══ Raw data ══

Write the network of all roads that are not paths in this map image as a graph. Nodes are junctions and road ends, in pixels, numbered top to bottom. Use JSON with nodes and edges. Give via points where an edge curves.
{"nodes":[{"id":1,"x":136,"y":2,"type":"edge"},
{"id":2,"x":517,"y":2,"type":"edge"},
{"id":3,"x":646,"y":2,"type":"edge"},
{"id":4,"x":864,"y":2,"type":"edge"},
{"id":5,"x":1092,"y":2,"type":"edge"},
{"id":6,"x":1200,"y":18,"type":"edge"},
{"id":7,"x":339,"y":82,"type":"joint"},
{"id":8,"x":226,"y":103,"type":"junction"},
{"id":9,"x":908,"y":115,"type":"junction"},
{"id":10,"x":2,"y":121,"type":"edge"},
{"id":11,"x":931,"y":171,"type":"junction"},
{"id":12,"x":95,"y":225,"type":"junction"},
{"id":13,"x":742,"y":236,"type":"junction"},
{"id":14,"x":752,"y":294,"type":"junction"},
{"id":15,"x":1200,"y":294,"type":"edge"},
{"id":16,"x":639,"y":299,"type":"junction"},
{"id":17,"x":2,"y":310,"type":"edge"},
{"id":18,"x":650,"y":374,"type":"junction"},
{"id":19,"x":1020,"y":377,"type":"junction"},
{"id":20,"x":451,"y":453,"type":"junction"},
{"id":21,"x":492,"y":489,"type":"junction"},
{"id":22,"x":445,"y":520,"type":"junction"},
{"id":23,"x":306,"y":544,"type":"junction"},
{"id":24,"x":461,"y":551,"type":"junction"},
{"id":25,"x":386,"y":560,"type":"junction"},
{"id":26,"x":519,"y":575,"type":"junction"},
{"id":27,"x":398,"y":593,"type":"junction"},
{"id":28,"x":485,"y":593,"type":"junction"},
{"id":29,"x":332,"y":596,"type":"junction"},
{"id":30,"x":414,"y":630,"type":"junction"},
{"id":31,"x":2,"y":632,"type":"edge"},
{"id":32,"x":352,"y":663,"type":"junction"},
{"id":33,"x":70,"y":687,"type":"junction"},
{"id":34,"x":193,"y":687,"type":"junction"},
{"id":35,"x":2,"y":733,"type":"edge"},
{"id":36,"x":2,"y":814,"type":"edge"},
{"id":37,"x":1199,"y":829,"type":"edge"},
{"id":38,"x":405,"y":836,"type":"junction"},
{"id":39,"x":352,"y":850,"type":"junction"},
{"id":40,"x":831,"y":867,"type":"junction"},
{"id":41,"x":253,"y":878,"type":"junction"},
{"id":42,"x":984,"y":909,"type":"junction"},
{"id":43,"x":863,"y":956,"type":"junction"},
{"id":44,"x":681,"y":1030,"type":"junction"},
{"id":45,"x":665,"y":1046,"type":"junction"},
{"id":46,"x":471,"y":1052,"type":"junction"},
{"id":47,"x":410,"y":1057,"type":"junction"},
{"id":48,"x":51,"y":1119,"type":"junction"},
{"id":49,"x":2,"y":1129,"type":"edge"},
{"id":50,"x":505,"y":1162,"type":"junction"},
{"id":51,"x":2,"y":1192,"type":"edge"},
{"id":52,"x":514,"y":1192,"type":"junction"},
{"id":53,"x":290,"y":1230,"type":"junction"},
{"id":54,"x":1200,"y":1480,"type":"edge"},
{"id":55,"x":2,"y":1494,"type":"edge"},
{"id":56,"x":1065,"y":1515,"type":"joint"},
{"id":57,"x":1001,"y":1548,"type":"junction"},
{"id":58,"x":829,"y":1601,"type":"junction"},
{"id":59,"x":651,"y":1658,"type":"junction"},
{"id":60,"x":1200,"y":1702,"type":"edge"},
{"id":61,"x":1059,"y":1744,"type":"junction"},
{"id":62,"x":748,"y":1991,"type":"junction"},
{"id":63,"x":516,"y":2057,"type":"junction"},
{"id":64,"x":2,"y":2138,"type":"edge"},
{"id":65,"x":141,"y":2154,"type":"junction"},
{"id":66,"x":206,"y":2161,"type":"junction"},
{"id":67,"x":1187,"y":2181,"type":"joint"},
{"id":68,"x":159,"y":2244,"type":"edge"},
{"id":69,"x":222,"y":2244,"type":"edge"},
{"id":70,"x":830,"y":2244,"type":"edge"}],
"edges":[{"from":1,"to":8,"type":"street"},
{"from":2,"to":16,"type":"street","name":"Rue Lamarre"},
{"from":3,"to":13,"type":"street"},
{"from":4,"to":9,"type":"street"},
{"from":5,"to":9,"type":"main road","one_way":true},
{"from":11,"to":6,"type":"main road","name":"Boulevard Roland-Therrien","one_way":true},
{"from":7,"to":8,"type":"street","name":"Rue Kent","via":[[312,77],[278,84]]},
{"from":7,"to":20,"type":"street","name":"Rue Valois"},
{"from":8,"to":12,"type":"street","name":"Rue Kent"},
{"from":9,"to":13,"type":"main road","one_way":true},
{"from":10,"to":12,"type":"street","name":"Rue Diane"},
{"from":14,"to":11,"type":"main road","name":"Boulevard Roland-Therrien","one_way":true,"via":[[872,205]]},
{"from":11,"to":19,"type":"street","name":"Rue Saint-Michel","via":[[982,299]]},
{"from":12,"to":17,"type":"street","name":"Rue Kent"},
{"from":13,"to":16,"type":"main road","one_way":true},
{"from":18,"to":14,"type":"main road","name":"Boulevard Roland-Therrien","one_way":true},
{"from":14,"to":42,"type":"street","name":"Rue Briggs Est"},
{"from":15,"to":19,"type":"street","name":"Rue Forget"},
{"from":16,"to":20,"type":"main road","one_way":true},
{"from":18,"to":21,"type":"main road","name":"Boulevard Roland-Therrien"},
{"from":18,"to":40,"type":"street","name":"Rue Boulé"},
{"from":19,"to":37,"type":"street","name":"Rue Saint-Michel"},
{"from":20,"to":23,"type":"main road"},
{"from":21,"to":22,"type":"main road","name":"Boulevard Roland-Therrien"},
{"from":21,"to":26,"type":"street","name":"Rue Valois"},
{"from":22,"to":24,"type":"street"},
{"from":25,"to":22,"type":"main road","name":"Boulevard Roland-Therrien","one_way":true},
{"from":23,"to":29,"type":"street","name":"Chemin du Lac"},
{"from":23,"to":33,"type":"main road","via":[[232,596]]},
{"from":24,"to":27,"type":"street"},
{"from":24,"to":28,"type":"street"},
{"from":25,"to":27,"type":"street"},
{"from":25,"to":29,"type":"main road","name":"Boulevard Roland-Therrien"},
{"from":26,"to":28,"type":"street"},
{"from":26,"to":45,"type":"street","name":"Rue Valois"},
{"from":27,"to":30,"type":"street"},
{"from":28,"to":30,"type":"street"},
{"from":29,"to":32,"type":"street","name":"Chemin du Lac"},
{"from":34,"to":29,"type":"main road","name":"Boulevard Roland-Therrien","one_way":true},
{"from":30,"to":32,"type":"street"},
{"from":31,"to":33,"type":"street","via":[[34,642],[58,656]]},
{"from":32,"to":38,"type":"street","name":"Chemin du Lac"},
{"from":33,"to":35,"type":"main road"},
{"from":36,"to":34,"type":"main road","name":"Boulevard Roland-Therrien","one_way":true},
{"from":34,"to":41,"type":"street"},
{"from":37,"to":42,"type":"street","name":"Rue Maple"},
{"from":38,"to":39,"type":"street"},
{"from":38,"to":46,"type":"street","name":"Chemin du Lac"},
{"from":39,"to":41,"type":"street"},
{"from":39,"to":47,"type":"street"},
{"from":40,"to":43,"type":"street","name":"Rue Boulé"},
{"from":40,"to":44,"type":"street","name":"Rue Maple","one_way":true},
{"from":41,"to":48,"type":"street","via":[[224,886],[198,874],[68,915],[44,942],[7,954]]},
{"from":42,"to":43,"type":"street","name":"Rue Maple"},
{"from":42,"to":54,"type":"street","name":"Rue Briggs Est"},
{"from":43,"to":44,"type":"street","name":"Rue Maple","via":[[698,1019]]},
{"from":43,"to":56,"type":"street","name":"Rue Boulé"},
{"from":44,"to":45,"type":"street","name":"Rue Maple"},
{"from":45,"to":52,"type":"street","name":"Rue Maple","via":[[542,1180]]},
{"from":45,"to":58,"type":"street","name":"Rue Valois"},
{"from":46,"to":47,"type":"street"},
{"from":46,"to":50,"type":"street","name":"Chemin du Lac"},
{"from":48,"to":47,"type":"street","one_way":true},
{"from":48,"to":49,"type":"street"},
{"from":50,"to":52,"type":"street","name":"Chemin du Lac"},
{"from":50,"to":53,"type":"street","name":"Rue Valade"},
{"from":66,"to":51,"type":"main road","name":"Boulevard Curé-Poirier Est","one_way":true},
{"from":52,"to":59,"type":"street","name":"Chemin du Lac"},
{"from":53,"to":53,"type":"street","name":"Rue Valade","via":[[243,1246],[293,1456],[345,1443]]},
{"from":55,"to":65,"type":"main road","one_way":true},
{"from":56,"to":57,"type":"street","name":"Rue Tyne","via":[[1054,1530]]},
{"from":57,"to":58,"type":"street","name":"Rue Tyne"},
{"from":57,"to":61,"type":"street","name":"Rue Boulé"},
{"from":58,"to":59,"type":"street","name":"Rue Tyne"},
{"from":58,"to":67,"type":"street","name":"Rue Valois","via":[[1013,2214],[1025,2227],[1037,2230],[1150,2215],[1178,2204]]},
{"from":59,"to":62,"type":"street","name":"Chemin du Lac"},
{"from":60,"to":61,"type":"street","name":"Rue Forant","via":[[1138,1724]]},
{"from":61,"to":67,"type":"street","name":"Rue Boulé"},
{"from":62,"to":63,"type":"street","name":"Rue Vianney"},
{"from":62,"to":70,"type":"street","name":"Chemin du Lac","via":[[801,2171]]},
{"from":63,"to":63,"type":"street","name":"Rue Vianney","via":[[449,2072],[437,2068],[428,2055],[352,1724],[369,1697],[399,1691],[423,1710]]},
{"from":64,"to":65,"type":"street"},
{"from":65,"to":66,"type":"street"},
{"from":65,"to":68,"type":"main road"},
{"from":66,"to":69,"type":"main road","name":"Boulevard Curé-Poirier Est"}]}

═══

Exercise details — Search the records for lines holding the word "Boulé", then copy each line you find.

Worked solution —
{"from":18,"to":40,"type":"street","name":"Rue Boulé"},
{"from":40,"to":43,"type":"street","name":"Rue Boulé"},
{"from":43,"to":56,"type":"street","name":"Rue Boulé"},
{"from":57,"to":61,"type":"street","name":"Rue Boulé"},
{"from":61,"to":67,"type":"street","name":"Rue Boulé"},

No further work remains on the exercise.